Task details: Would you repeat the listing exactly, without any of its images?

━━━

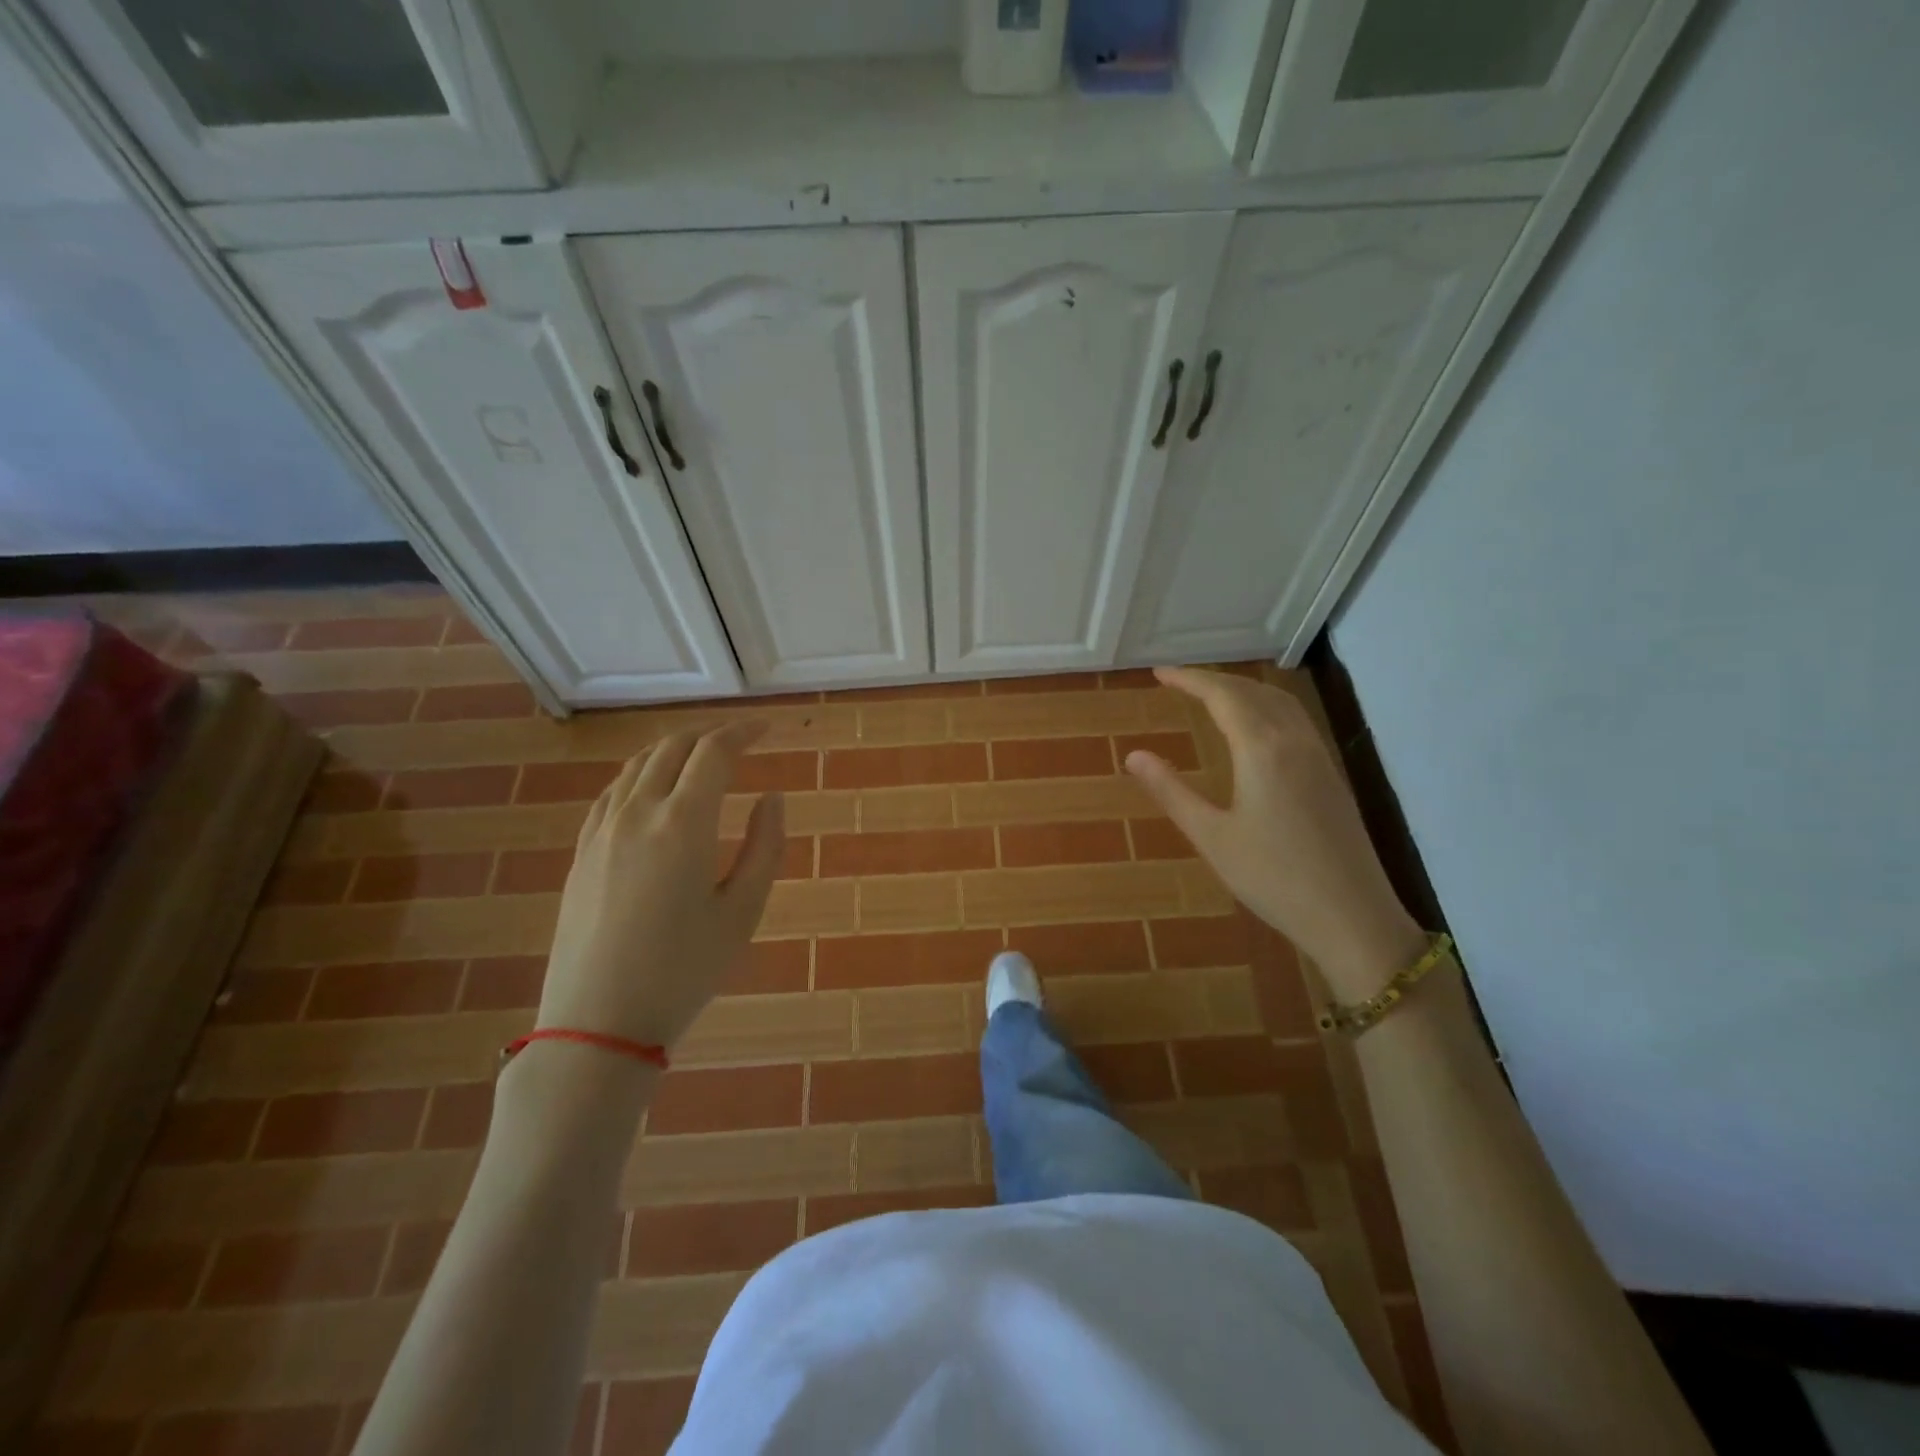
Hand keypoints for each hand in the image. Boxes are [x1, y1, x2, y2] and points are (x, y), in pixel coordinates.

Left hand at [538, 721, 785, 1048]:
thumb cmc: (684, 971)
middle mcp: (638, 812)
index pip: (714, 752)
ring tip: (702, 757)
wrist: (598, 1022)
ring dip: (674, 749)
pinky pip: (613, 791)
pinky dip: (641, 773)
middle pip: (673, 748)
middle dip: (710, 734)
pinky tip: (653, 789)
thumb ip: (765, 846)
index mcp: (683, 823)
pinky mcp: (582, 852)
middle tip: (740, 739)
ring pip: (638, 765)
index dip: (743, 732)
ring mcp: (602, 830)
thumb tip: (771, 797)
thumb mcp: (743, 911)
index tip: (767, 729)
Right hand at [1125, 667, 1423, 998]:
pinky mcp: (1330, 775)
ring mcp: (1318, 756)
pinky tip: (1255, 728)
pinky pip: (1295, 720)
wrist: (1352, 916)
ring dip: (1243, 690)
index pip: (1222, 695)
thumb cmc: (1273, 878)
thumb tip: (1133, 755)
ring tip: (1212, 696)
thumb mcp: (1211, 837)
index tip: (1159, 673)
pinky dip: (1266, 706)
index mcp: (1262, 749)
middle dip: (1213, 680)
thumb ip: (1171, 791)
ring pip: (1279, 702)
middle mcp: (1294, 741)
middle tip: (1178, 682)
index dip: (1189, 679)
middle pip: (1252, 691)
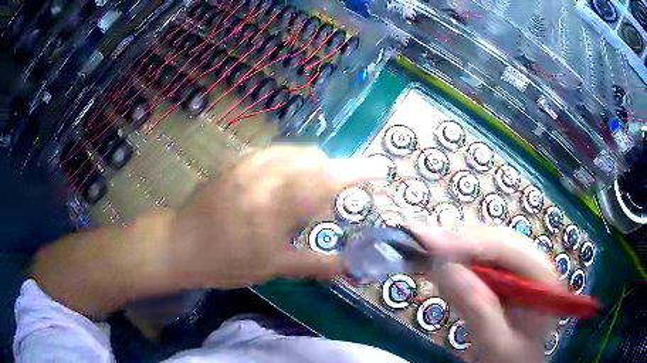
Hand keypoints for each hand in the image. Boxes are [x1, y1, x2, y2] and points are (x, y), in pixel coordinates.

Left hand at [169, 146, 381, 288]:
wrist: (179, 244)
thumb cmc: (225, 261)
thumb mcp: (272, 267)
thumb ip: (314, 264)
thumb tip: (349, 269)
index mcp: (277, 203)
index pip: (328, 178)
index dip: (358, 172)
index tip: (379, 170)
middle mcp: (266, 174)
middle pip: (315, 158)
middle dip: (332, 174)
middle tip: (327, 202)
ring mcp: (250, 163)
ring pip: (296, 152)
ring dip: (312, 167)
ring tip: (304, 195)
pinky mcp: (238, 161)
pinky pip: (276, 153)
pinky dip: (291, 164)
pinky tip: (281, 186)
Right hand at [410, 224, 557, 362]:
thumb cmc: (511, 360)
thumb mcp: (498, 345)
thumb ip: (478, 310)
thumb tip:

━━━

Your response:
Hand keypoints for each hand in the image. Boxes are [x1, y1, x2, y2] and points are (x, y), in pixel coordinates.

Left hand at [538, 721, 785, 1048]:
thumb cmc: (684, 971)
middle mcp: (638, 812)
index pip: (714, 752)
ring tip: (702, 757)
wrist: (598, 1022)
ring dip: (674, 749)
pinky pip: (613, 791)
pinky dip: (641, 773)
middle pip: (673, 748)
middle dip: (710, 734)
pinky tip: (653, 789)
thumb ip: (765, 846)
index mcp: (683, 823)
pinky mcp: (582, 852)
middle tip: (740, 739)
ring pip: (638, 765)
index dip: (743, 732)
ring mcp: (602, 830)
thumb tip: (771, 797)
thumb mcp: (743, 911)
index tip: (767, 729)
Right hand at [1125, 667, 1423, 998]:
pinky mcp: (1330, 775)
ring mcp: (1318, 756)
pinky tip: (1255, 728)
pinky pip: (1295, 720)
wrist: (1352, 916)
ring dip: (1243, 690)
index pip: (1222, 695)
thumb cmc: (1273, 878)
thumb tip: (1133, 755)
ring tip: (1212, 696)
thumb mcp: (1211, 837)
index tip: (1159, 673)
pinky dip: (1266, 706)
index mcp: (1262, 749)
middle dip: (1213, 680)
thumb ip: (1171, 791)
ring pip: (1279, 702)
middle mcp: (1294, 741)
middle tip: (1178, 682)
index dip: (1189, 679)
middle pip: (1252, 691)
Hand keypoints for each hand in the image. Boxes are [x1, y1, x2, y2] and points are (x, y), in pixel coordinates.

Left hand at [169, 146, 381, 288]:
wrist: (179, 244)
thumb cmc: (225, 261)
thumb mcp: (272, 267)
thumb ip: (314, 264)
thumb tip: (349, 269)
index mcp: (277, 203)
index pip: (328, 178)
index dip: (358, 172)
index tip: (379, 170)
middle mcp: (266, 174)
middle pip: (315, 158)
middle dip: (332, 174)
middle tip: (327, 202)
ring mcp: (250, 163)
ring pip: (296, 152)
ring dip: (312, 167)
ring tip: (304, 195)
pinky mcp: (238, 161)
pinky pip: (276, 153)
pinky dip: (291, 164)
pinky tip: (281, 186)
Right hand at [410, 224, 557, 362]:
thumb cmc: (511, 360)
thumb mcp: (498, 345)
thumb ip: (478, 310)
thumb tip:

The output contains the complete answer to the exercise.